La nuova tendenza americana di usare
bombolette spray era un mezzo di “disperata sopravvivenza culturale”, “un
fenomeno selvaggio di vandalismo urbano” che dalle strade, dai muri, dai mezzi
di trasporto e dai tunnel sotterranei era approdato al grande circuito
dell’arte internazionale.
Nei Graffitisti (o Writer), infatti, c’era
il desiderio di rivendicare una mancata affermazione nel sociale. Loro
rappresentavano, e ancora rappresentano, una vera e propria “gara di
emancipazione del nuovo orgoglio razziale”. I neri (si ricordi Jean-Michel Basquiat), fino ad allora quasi del tutto
esclusi dal sistema espressivo visivo e plastico, lanciarono, in questo modo, il loro guanto di
sfida al fine di emergere e distinguersi. La “crudele selezione nera” aveva
incominciato la sua lotta per affermarsi anche a quel livello.
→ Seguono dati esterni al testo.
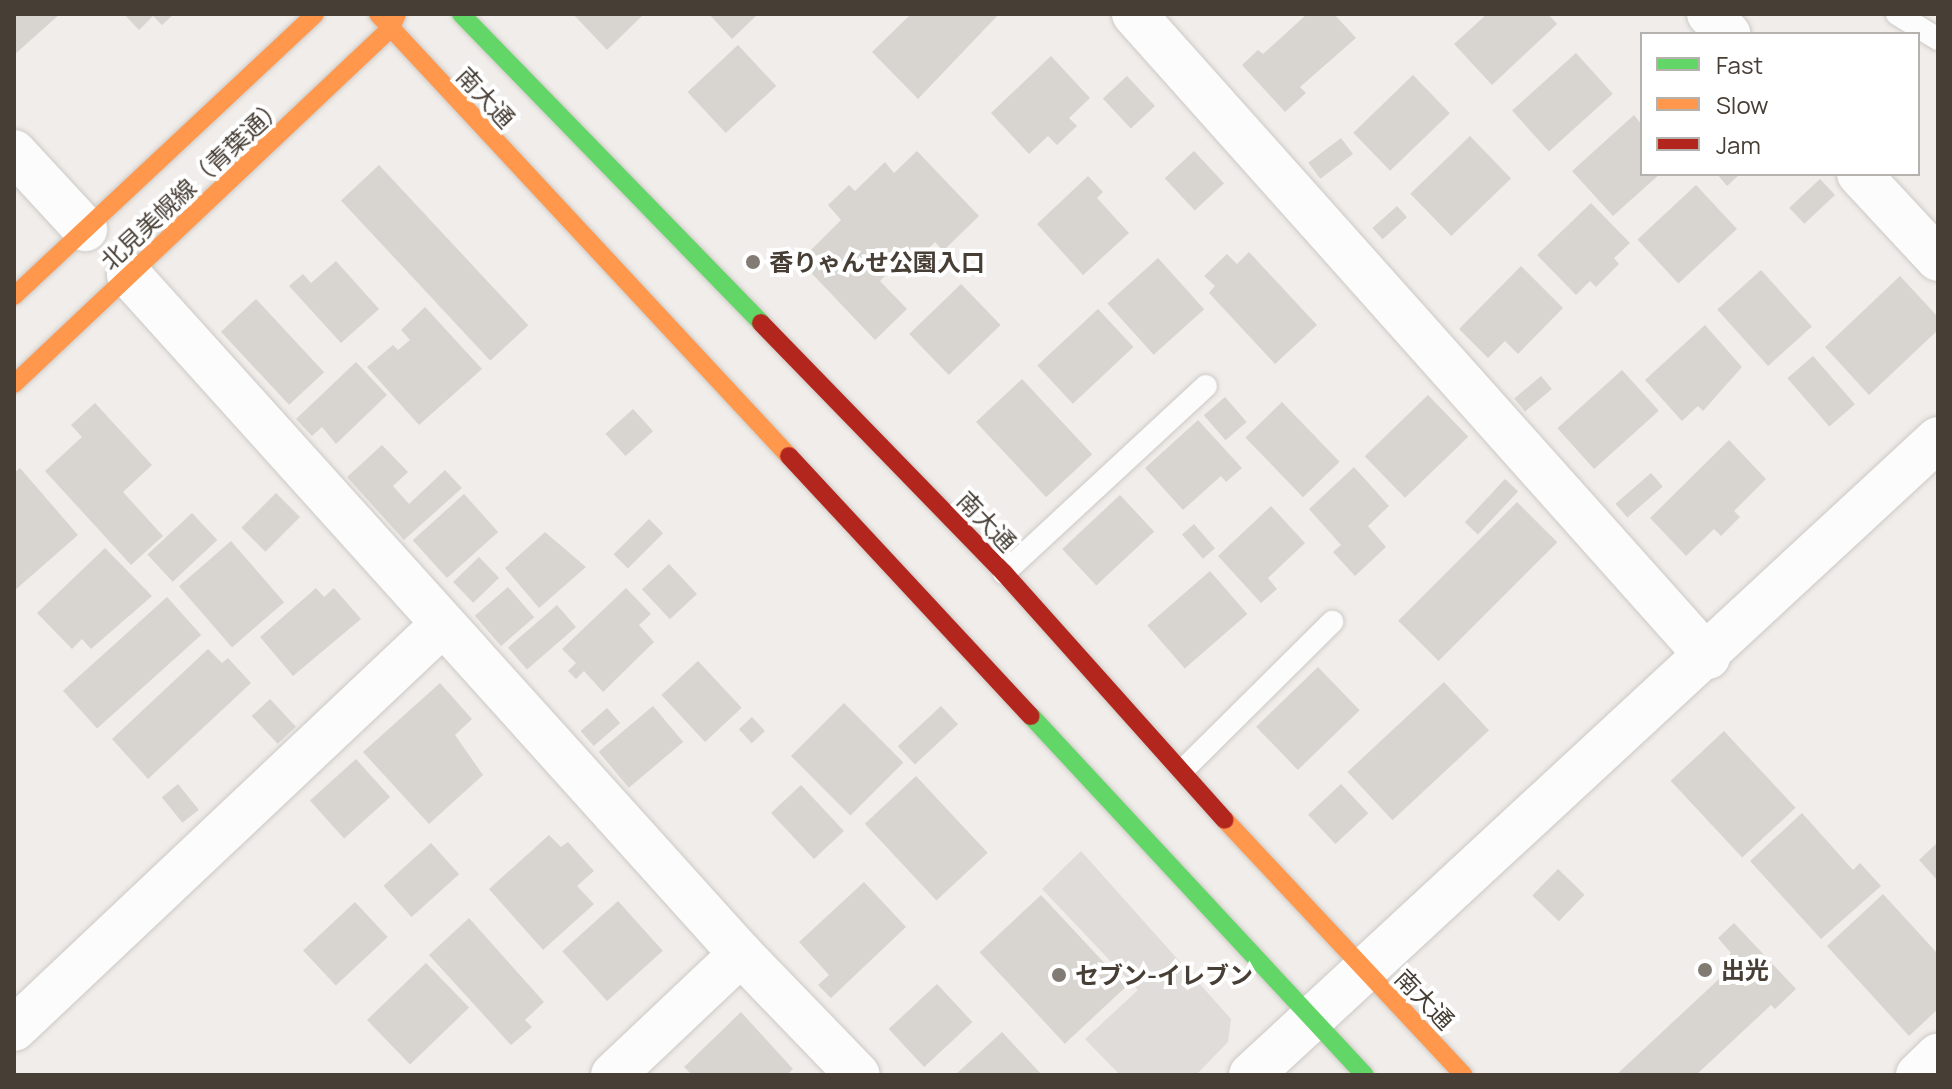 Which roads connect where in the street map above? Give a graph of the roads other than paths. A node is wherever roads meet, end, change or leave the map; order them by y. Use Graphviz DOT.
graph roads {
  1 [pos="315,14"];
  2 [pos="461,14"];
  3 [pos="1134,14"];
  4 [pos="1897,14"];
  5 [pos="389,19"];
  6 [pos="1938,39"];
  7 [pos="14,152"];
  8 [pos="1861,176"];
  9 [pos="85,229"];
  10 [pos="1938,259"];
  11 [pos="129,275"];
  12 [pos="14,296"];
  13 [pos="14,384"];
  14 [pos="1206,386"];
  15 [pos="1938,439"];
  16 [pos="1004,573"];
  17 [pos="1332,622"];
  18 [pos="443,624"];
  19 [pos="1708,657"];
  20 [pos="1184,769"];
  21 [pos="741,954"];
  22 [pos="1365,971"];
  23 [pos="1313,1019"];
  24 [pos="14,1029"];
  25 [pos="1938,1056"];
  26 [pos="613,1075"];
  27 [pos="858,1075"];
  28 [pos="1251,1075"];
  29 [pos="1365,1075"];
  30 [pos="1464,1075"];
  31 [pos="1918,1075"];
  1 -- 9 [label="street, 北見美幌線（青葉通）"];
  2 -- 16 [label="street, 南大通"];
  3 -- 19 [label="street"];
  4 -- 6 [label="lane"];
  5 -- 11 [label="street, 北見美幌線（青葉通）"];
  5 -- 23 [label="street, 南大通"];
  7 -- 9 [label="street"];
  8 -- 10 [label="street"];
  9 -- 12 [label="street, 北見美幌線（青葉通）"];
  11 -- 13 [label="street, 北見美幌線（青葉通）"];
  11 -- 18 [label="street"];
  14 -- 16 [label="lane"];
  15 -- 19 [label="street"];
  16 -- 20 [label="street, 南大通"];
  17 -- 20 [label="lane"];
  18 -- 21 [label="street"];
  18 -- 24 [label="street"];
  19 -- 22 [label="street"];
  20 -- 22 [label="street, 南大通"];
  21 -- 26 [label="street"];
  21 -- 27 [label="street"];
  22 -- 23 [label="street"];
  22 -- 30 [label="street, 南大通"];
  23 -- 28 [label="street"];
  23 -- 29 [label="street, 南大通"];
  25 -- 31 [label="street"];
}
Il mondo dell’underground newyorkese era,
per Francesca, una dimensione libera, nonché rappresentava per lei una sorta di
regressione allo stato primitivo, originario, puro. Gli artisti non erano colti
e provenivano da situazioni di emarginazione; erano inoltre tutti molto giovani
(avevano un’età compresa tra i sedici e i venticinque anni). L’arte dei
graffiti era un ulteriore gesto performativo collegato all’Hip Hop e alla
Street Dance (B-boying - Breakdance) che usava
la gestualità e il disegno per liberare un inconscio collettivo, per
proiettarsi nel futuro, sfruttando un’espressività antica e di frontiera. Come
si è detto, la mancata affermazione nel sociale dell’etnia afro-americana
emerse in quella maniera di fare immagine e, dalle strade e dai muri, conquistò
il pianeta come un’onda inarrestabile.
In Francesca Alinovi fu frequente anche
l’interesse per il mondo del fumetto e, anticipando i tempi, dell’elettronico e
del tecnologico avanzato, quest’ultimo (il futuro Web) già considerato da lei
quale ponte di comunicazione e mezzo alternativo all’alfabetizzazione
tradizionale, così da poter rivendicare un nuovo potere della conoscenza,
seppure i possibili pericoli che in esso potevano annidarsi.
Per tornate al Graffitismo, esso offriva
un’occasione di competizione, sia in chi lo praticava e in chi lo sosteneva,
per imporsi attraverso il coraggio e la possibile celebrità conquistata, e si
presentava quale occasione di confronto forte in una società che da sempre
aveva “escluso dai propri canali di informazione e comunicazione intere
comunità nazionali, pur numerose e piene di voglia di esprimersi”.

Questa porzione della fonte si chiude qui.